Stored items:
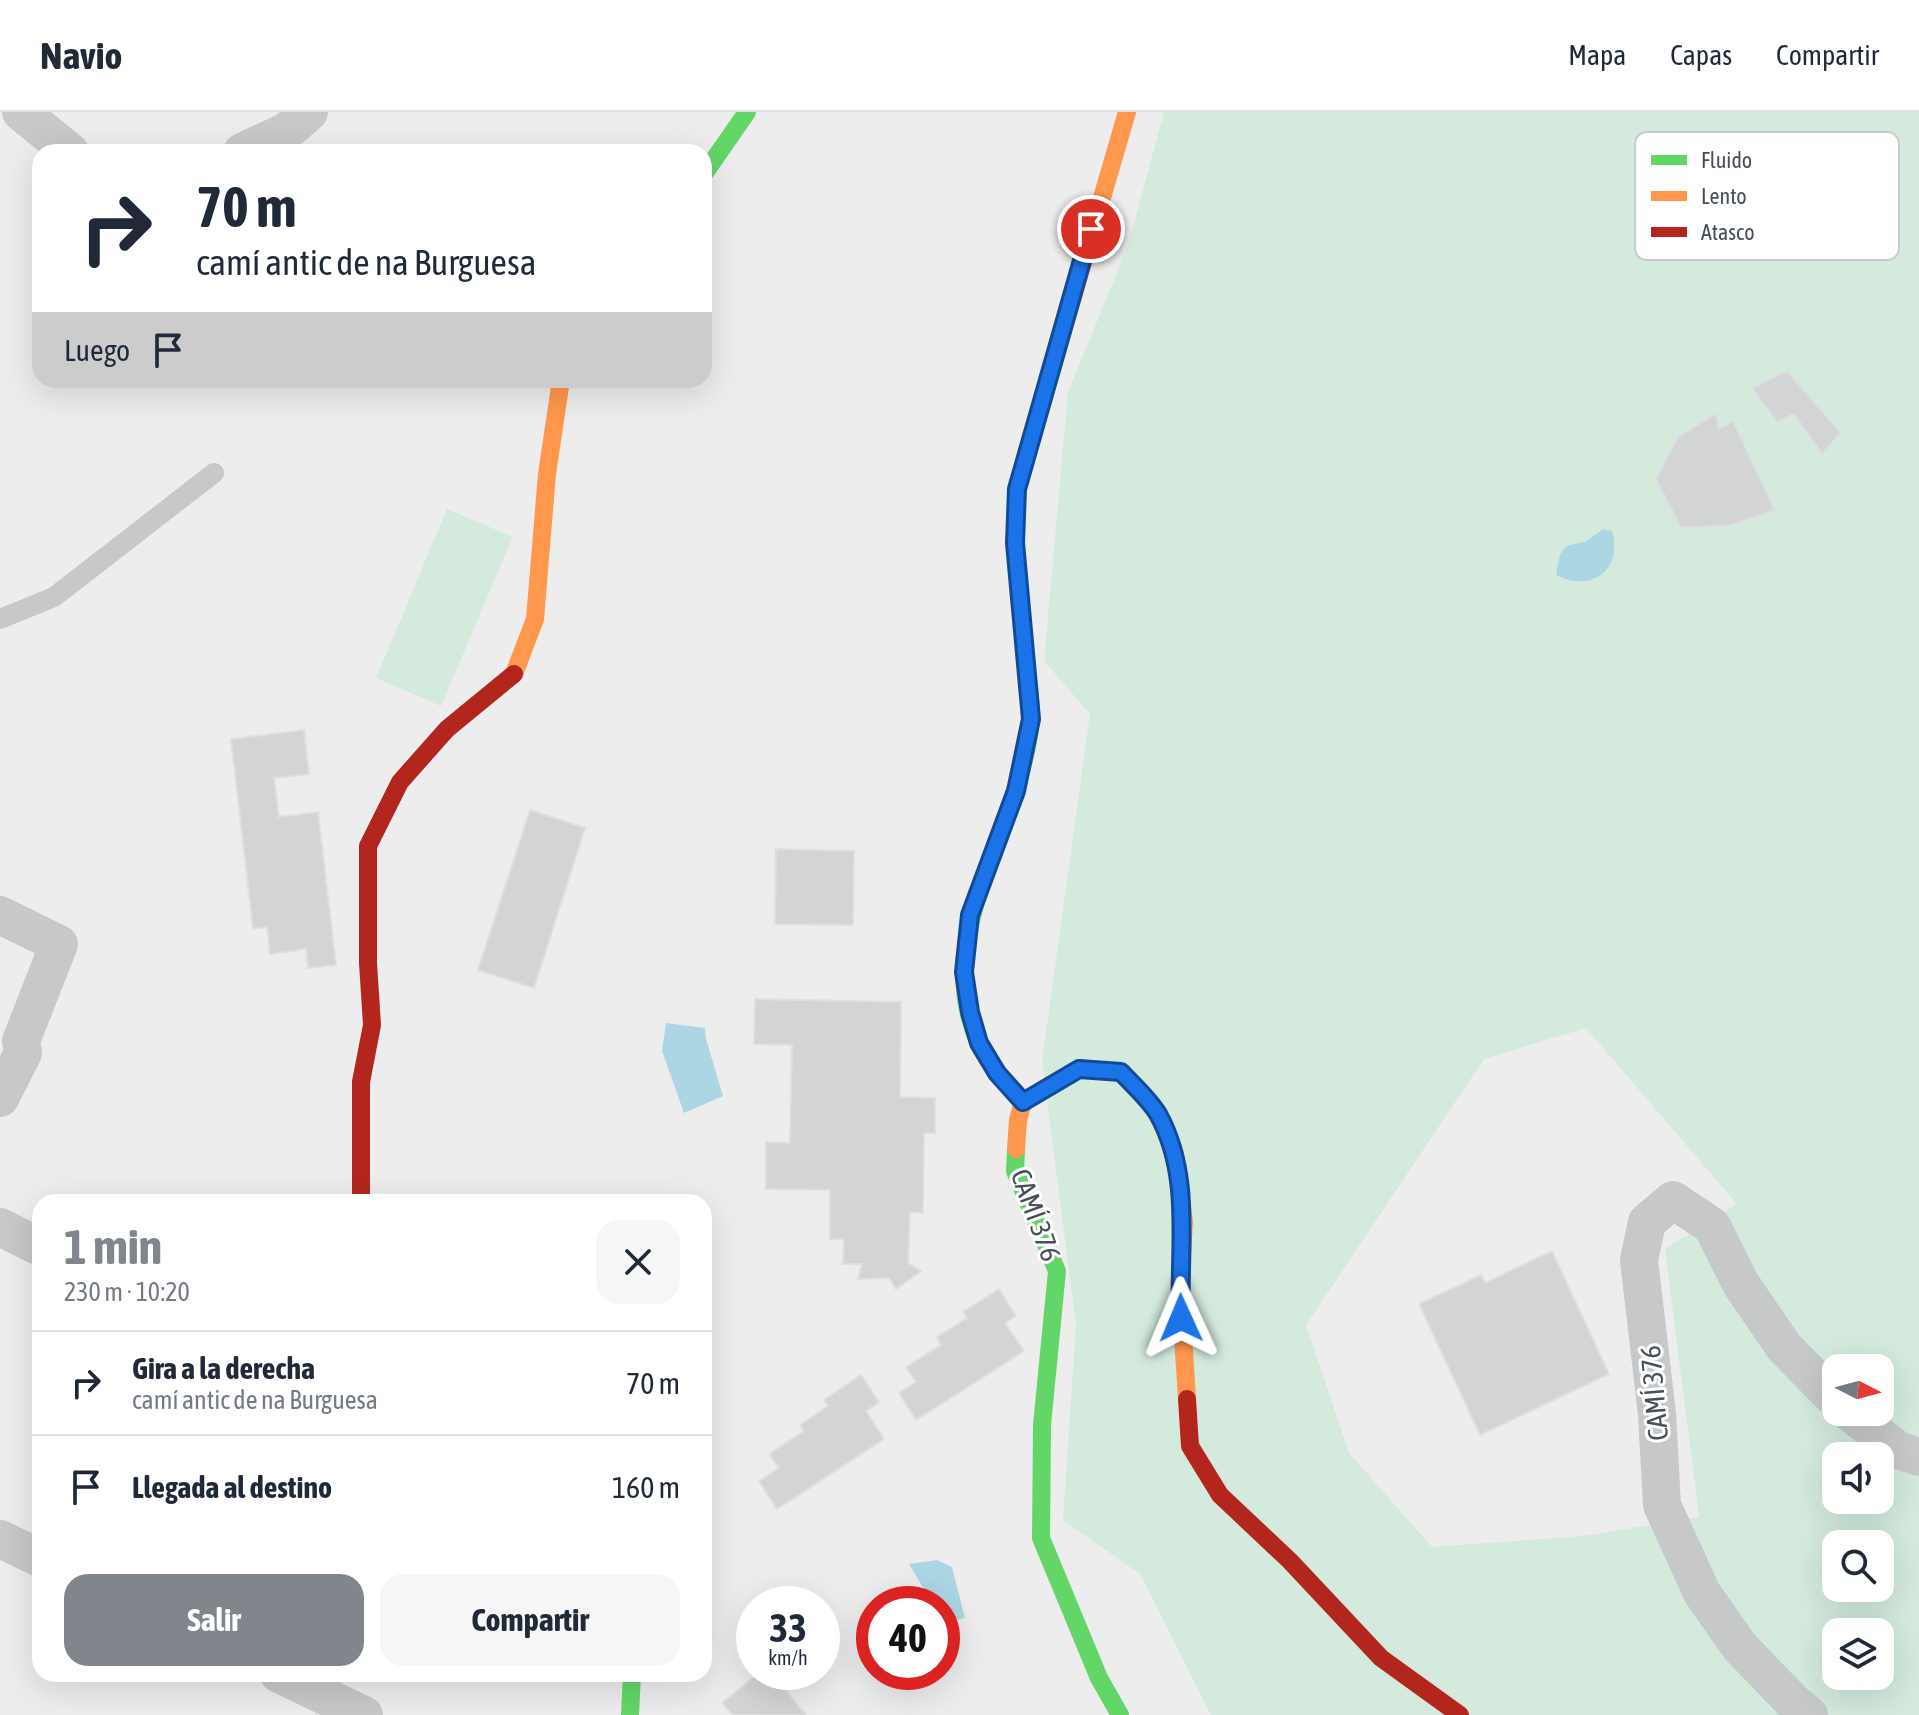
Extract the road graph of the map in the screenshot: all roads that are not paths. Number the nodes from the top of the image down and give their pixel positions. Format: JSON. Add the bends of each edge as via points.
{"nodes":[{"id":1,"x":21,"y":112,"type":"edge"},
{"id":2,"x":309,"y":112,"type":"edge"},
{"id":3,"x":747,"y":112,"type":"edge"},
{"id":4,"x":1127,"y":112,"type":"edge"},
{"id":5,"x":60,"y":144,"type":"edge"},
{"id":6,"x":259,"y":144,"type":"edge"},
{"id":7,"x":712,"y":162,"type":"edge"},
{"id":8,"x":560,"y":388,"type":"edge"},
{"id":9,"x":214,"y":473,"type":"dead end"},
{"id":10,"x":0,"y":619,"type":"edge"},
{"id":11,"x":0,"y":915,"type":"edge"},
{"id":12,"x":0,"y":1098,"type":"edge"},
{"id":13,"x":1023,"y":1102,"type":"junction"},
{"id":14,"x":361,"y":1194,"type":"edge"},
{"id":15,"x":0,"y":1227,"type":"edge"},
{"id":16,"x":32,"y":1243,"type":"edge"},
{"id":17,"x":1822,"y":1386,"type":"edge"},
{"id":18,"x":1867,"y":1426,"type":"edge"},
{"id":19,"x":1919,"y":1457,"type":"edge"},
{"id":20,"x":0,"y":1539,"type":"edge"},
{"id":21,"x":32,"y":1554,"type":"edge"},
{"id":22,"x":296,"y":1682,"type":"edge"},
{"id":23,"x":632,"y":1682,"type":"edge"},
{"id":24,"x":364,"y":1715,"type":"edge"},
{"id":25,"x":630,"y":1715,"type":"edge"},
{"id":26,"x":1120,"y":1715,"type":"edge"},
{"id":27,"x":1460,"y":1715,"type":"edge"},
{"id":28,"x":1809,"y":1715,"type":"edge"}],
"edges":[{"from":1,"to":5,"type":"street"},
{"from":2,"to":6,"type":"street","via":[[287,131]]},
{"from":3,"to":7,"type":"street"},
{"from":4,"to":13,"type":"street","via":[[1017,489],[1015,543],[1031,719],[1016,791],[970,915],[964,972],[979,1043]]},
{"from":8,"to":14,"type":"street","via":[[535,619],[515,673],[447,729],[400,782],[368,846],[372,1025],[361,1082]]},
{"from":9,"to":10,"type":"lane","via":[[54,597]]},
{"from":11,"to":12,"type":"street","via":[[70,950],[21,1041],[23,1053]]},
{"from":13,"to":26,"type":"street","name":"CAMÍ 376","via":[[1015,1171],[1057,1271],[1042,1425],[1041,1538],[1099,1678]]},
{"from":13,"to":27,"type":"street","via":[[1079,1069],[1121,1072],[1157,1112],[1175,1154],[1184,1222],[1180,1289],[1190,1446],[1220,1495],[1381,1658]]},
{"from":15,"to":16,"type":"street"},
{"from":17,"to":28,"type":"street","name":"CAMÍ 376","via":[[1784,1347],[1741,1284],[1712,1226],[1673,1200],[1647,1222],[1639,1260],[1662,1505],[1702,1593],[1740,1647]]},
{"from":18,"to":19,"type":"street","via":[[1898,1450]]},
{"from":20,"to":21,"type":"street"},
{"from":22,"to":24,"type":"street"},
{"from":23,"to":25,"type":"street"}]}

**Assignment:**
Excluding the images, return each record above precisely as written.

**Result:**
Extract the road graph of the map in the screenshot: all roads that are not paths. Number the nodes from the top of the image down and give their pixel positions. Format: JSON. Add the bends of each edge as via points.
{"nodes":[{"id":1,"x":21,"y":112,"type":"edge"},
{"id":2,"x":309,"y":112,"type":"edge"},
{"id":3,"x":747,"y":112,"type":"edge"},
{"id":4,"x":1127,"y":112,"type":"edge"},
{"id":5,"x":60,"y":144,"type":"edge"},
{"id":6,"x":259,"y":144,"type":"edge"},
{"id":7,"x":712,"y":162,"type":"edge"},
{"id":8,"x":560,"y":388,"type":"edge"},
{"id":9,"x":214,"y":473,"type":"dead end"},
{"id":10,"x":0,"y":619,"type":"edge"},
{"id":11,"x":0,"y":915,"type":"edge"},
{"id":12,"x":0,"y":1098,"type":"edge"},
{"id":13,"x":1023,"y":1102,"type":"junction"},
{"id":14,"x":361,"y":1194,"type":"edge"},
{"id":15,"x":0,"y":1227,"type":"edge"},
{"id":16,"x":32,"y":1243,"type":"edge"},
{"id":17,"x":1822,"y":1386,"type":"edge"},
{"id":18,"x":1867,"y":1426,"type":"edge"},
{"id":19,"x":1919,"y":1457,"type":"edge"},
{"id":20,"x":0,"y":1539,"type":"edge"},
{"id":21,"x":32,"y":1554,"type":"edge"},
{"id":22,"x":296,"y":1682,"type":"edge"},
{"id":23,"x":632,"y":1682,"type":"edge"},
{"id":24,"x":364,"y":1715,"type":"edge"},
{"id":25,"x":630,"y":1715,"type":"edge"},
{"id":26,"x":1120,"y":1715,"type":"edge"},
{"id":27,"x":1460,"y":1715,"type":"edge"},
{"id":28,"x":1809,"y":1715,"type":"edge"}],
"edges":[{"from":1,"to":5,"type":"street"},
{"from":2,"to":6,"type":"street","via":[[287,131]]},
{"from":3,"to":7,"type":"street"},
{"from":4,"to":13,"type":"street","via":[[1017,489],[1015,543],[1031,719],[1016,791],[970,915],[964,972],[979,1043]]},
{"from":8,"to":14,"type":"street","via":[[535,619],[515,673],[447,729],[400,782],[368,846],[372,1025],[361,1082]]},
{"from":9,"to":10,"type":"lane","via":[[54,597]]},
{"from":11,"to":12,"type":"street","via":[[70,950],[21,1041],[23,1053]]},
{"from":13,"to":26,"type":"street","name":"CAMÍ 376","via":[[1015,1171],[1057,1271],[1042,1425],[1041,1538],[1099,1678]]},
{"from":13,"to":27,"type":"street","via":[[1079,1069],[1121,1072],[1157,1112],[1175,1154],[1184,1222],[1180,1289],[1190,1446],[1220,1495],[1381,1658]]},
{"from":15,"to":16,"type":"street"},
{"from":17,"to":28,"type":"street","name":"CAMÍ 376","via":[[1784,1347],[1741,1284],[1712,1226],[1673,1200],[1647,1222],[1639,1260],[1662,1505],[1702,1593],[1740,1647]]},
{"from":18,"to":19,"type":"street","via":[[1898,1450]]},
{"from":20,"to":21,"type":"street"},
{"from":22,"to":24,"type":"street"},
{"from":23,"to":25,"type":"street"}]}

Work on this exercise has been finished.